SAN DIEGO — The National League's triple crown of pitching all but his after the Dodgers' 6-2 victory over the San Diego Padres on Sunday, Clayton Kershaw stood in front of his locker and publicly thanked his teammates as if he were an actor or singer at the podium of an awards show.

Kershaw talked about the hitters who gifted him a couple of first-inning runs at Petco Park to send him on his way to his 21st win, which tied him with Ian Kennedy of the Arizona Diamondbacks for the most in the league.

The Cy Young Award candidate talked about Rod Barajas, who was behind the plate for the majority of his league-best 248 strikeouts.

And he talked about Kenley Jansen, who prevented the man he left on third base from scoring to ensure he would end the season with an earned-run average of 2.28, lowest in the NL.

"Right now, with guys on base, I don't know if there's somebody in baseball you'd rather have than Kenley right now," Kershaw said.

That's because Jansen is striking out hitters at a record rate of 16.02 per nine innings, the highest single-season figure in major league history. Jansen replaced Kershaw in the eighth inning with one out and Alberto Gonzalez on third base. By striking out Will Venable and Cameron Maybin, Jansen made it virtually impossible for Cliff Lee of the Philadelphia Phillies to steal the ERA crown from Kershaw.

Kershaw's official line in his final start: 71/3 innings, two runs, four hits, six strikeouts and one walk.

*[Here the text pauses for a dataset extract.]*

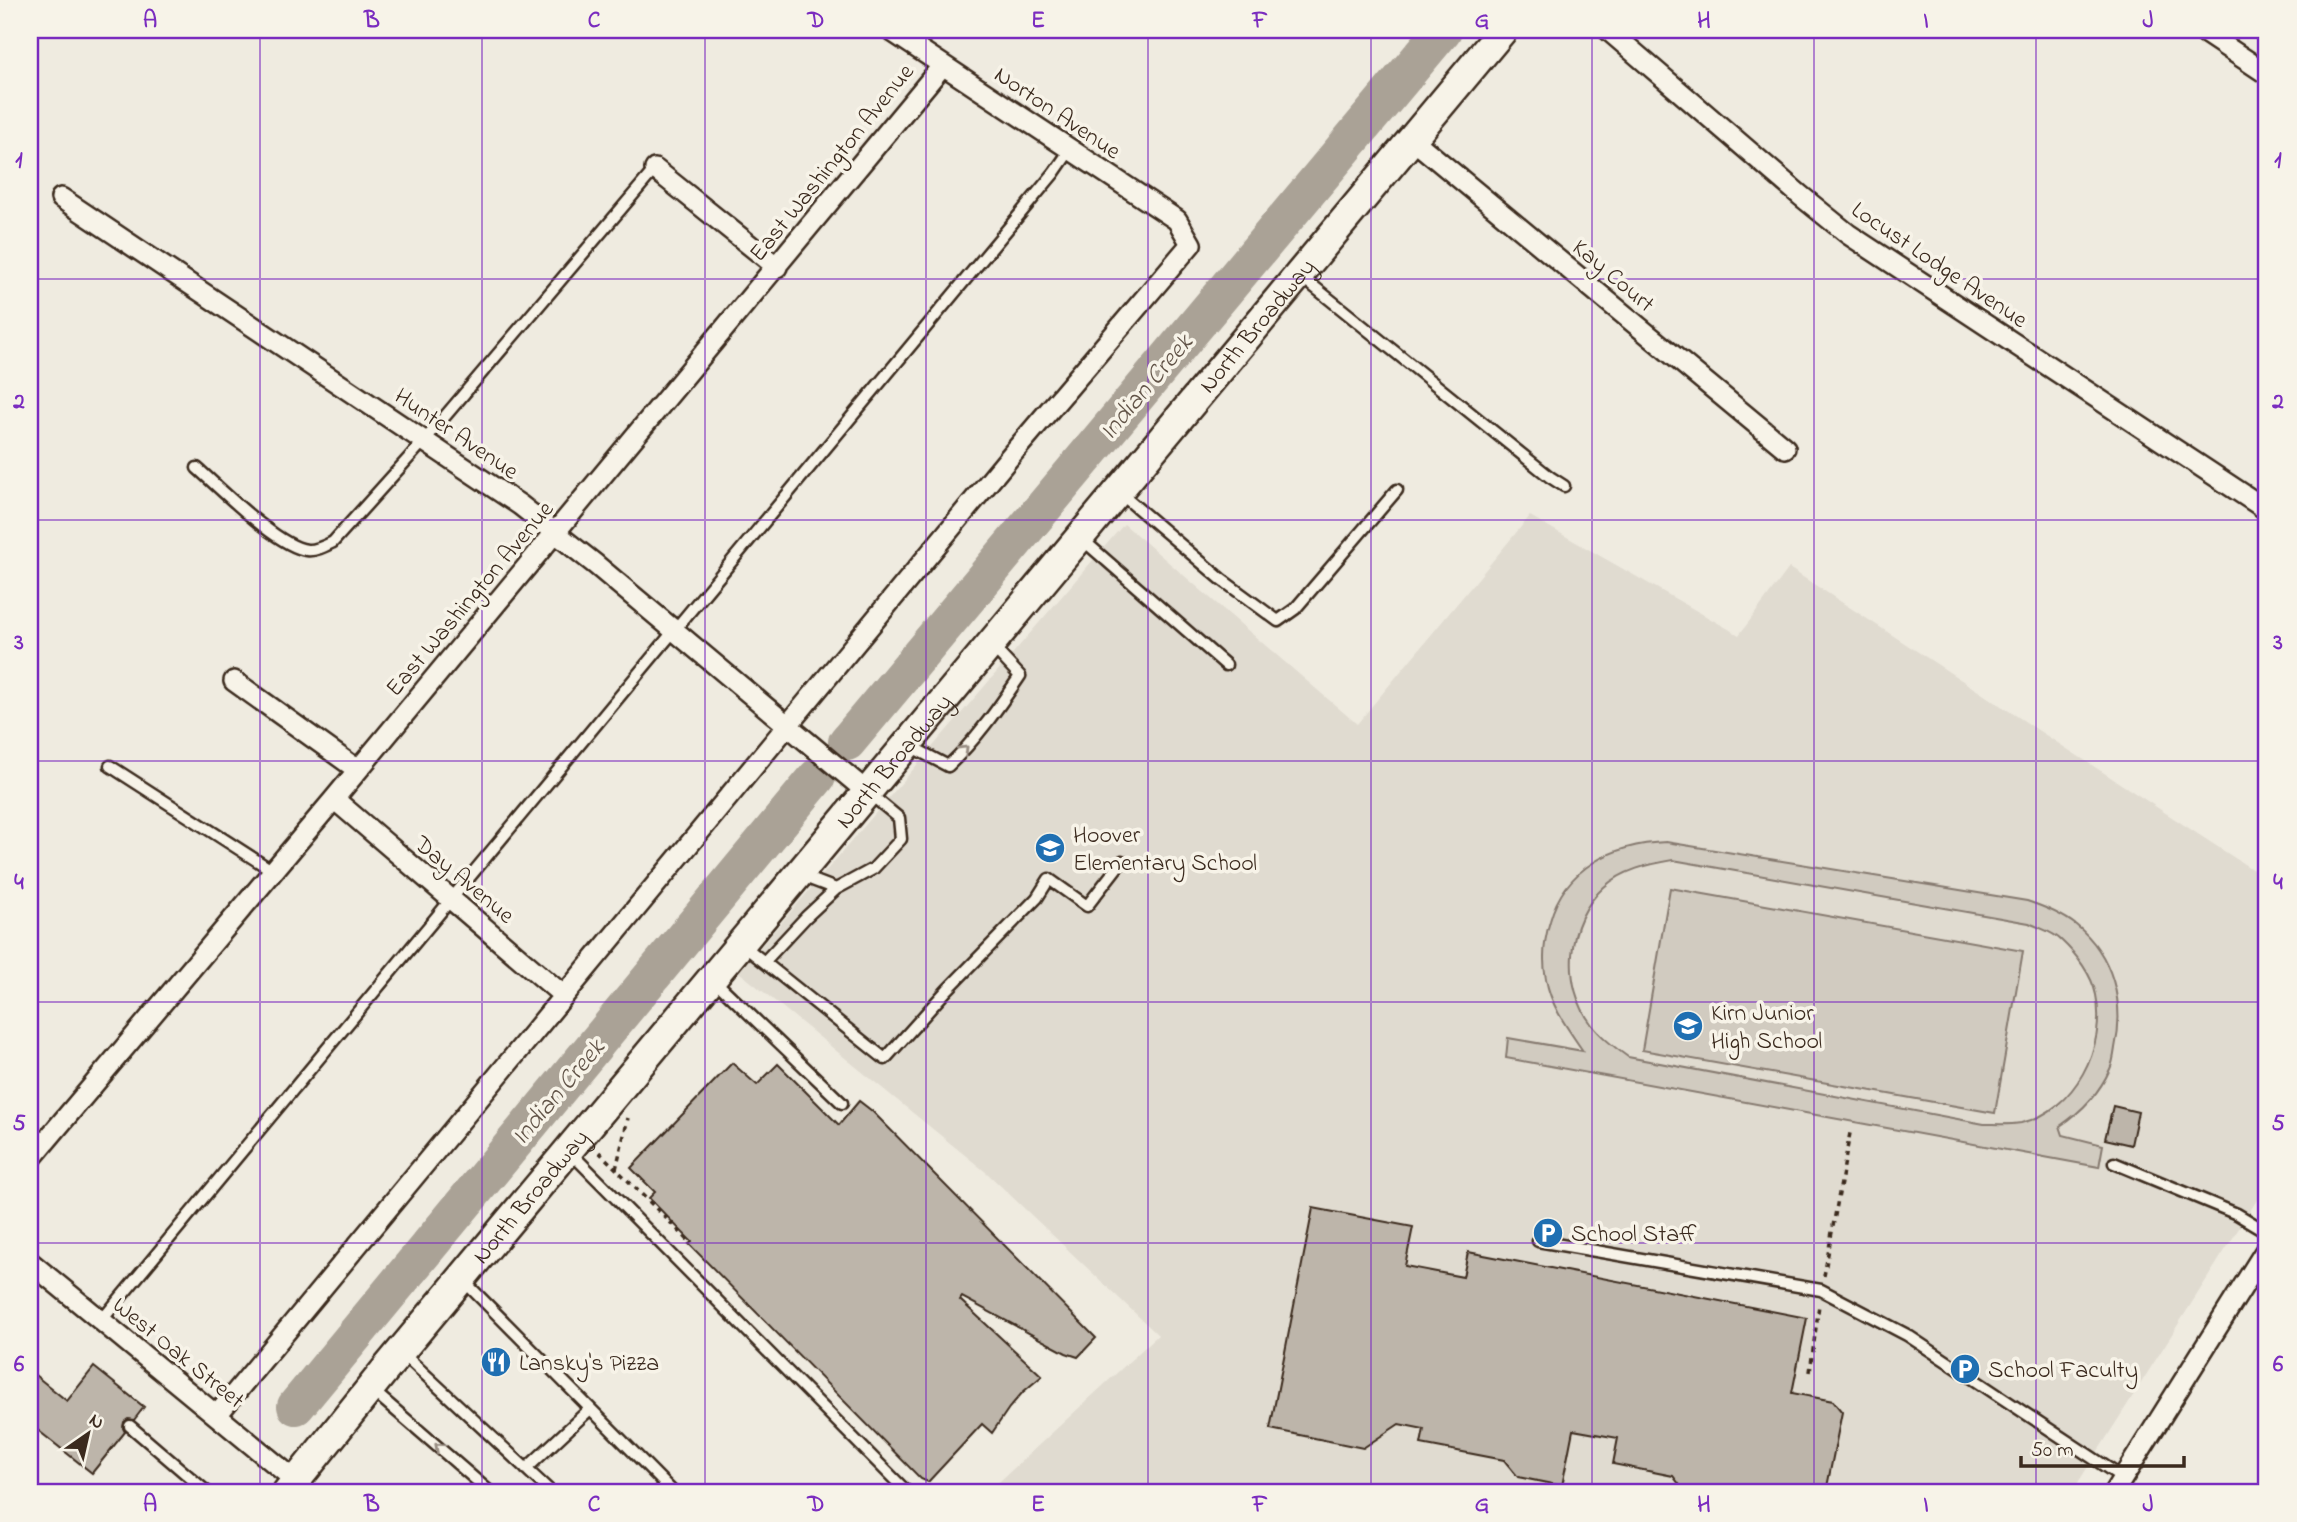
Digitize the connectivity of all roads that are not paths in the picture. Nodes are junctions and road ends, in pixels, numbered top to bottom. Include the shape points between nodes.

"This is pretty awesome," Jansen said, "growing up together in the Dodgers' system, knowing each other for a while and kind of helping him out right now."

A converted catcher, Jansen was a part of another one of the most important moments of Kershaw's career.

"I caught his first game," Jansen said.

That was in the Gulf Coast League, to where Kershaw was assigned soon after the Dodgers made him their No. 1 selection in the 2006 amateur draft.

"You definitely could tell he wasn't going to be there long in the minor leagues," Jansen said.

But as high as expectations were for Kershaw -- when the left-hander was 19 years old, then-Dodgers manager Joe Torre compared him to Sandy Koufax -- he somehow exceeded them this season.

"He had the ability, but I don't know if he thought he was going to be this good so soon," said Matt Kemp, who is in pursuit of the hitter's version of the triple crown.

Unless Lee pitches 102/3 scoreless innings or strikes out 17 on Monday in his final start of the season, the 23-year-old Kershaw will become the 16th NL pitcher since 1900 to win the triple crown. The last to do so was Jake Peavy, then of the San Diego Padres, in 2007.

Kershaw's win total is the best by a Dodgers pitcher since Orel Hershiser won 23 games in 1988 and his ERA the lowest by a Los Angeles starter since Hershiser's 2.03 ERA in 1985.

The last time a Dodgers pitcher struck out more batters than Kershaw was in 1966.

The pitcher? Koufax.

"It's been an awesome year," Kershaw said. "I don't like to look at personal stuff too often, but now is the time I can start looking back a little bit."

The view in the opposing clubhouse was that he deserves the Cy Young Award, as Manager Bud Black, All-Star closer Heath Bell and infielder Orlando Hudson backed his candidacy.

Pointing out that he wouldn't learn the results of the balloting until after the World Series, Kershaw didn't sound too concerned about whether he would win.

"Right now, I'm just done," he said. "I'm already kind of mentally shutting it down."

Kershaw said he would run Monday and play catch with Hiroki Kuroda, as is his custom on days before Kuroda's starts.

"But I'm not going to lift weights," Kershaw said. "I'm going to watch baseball, front-row seats."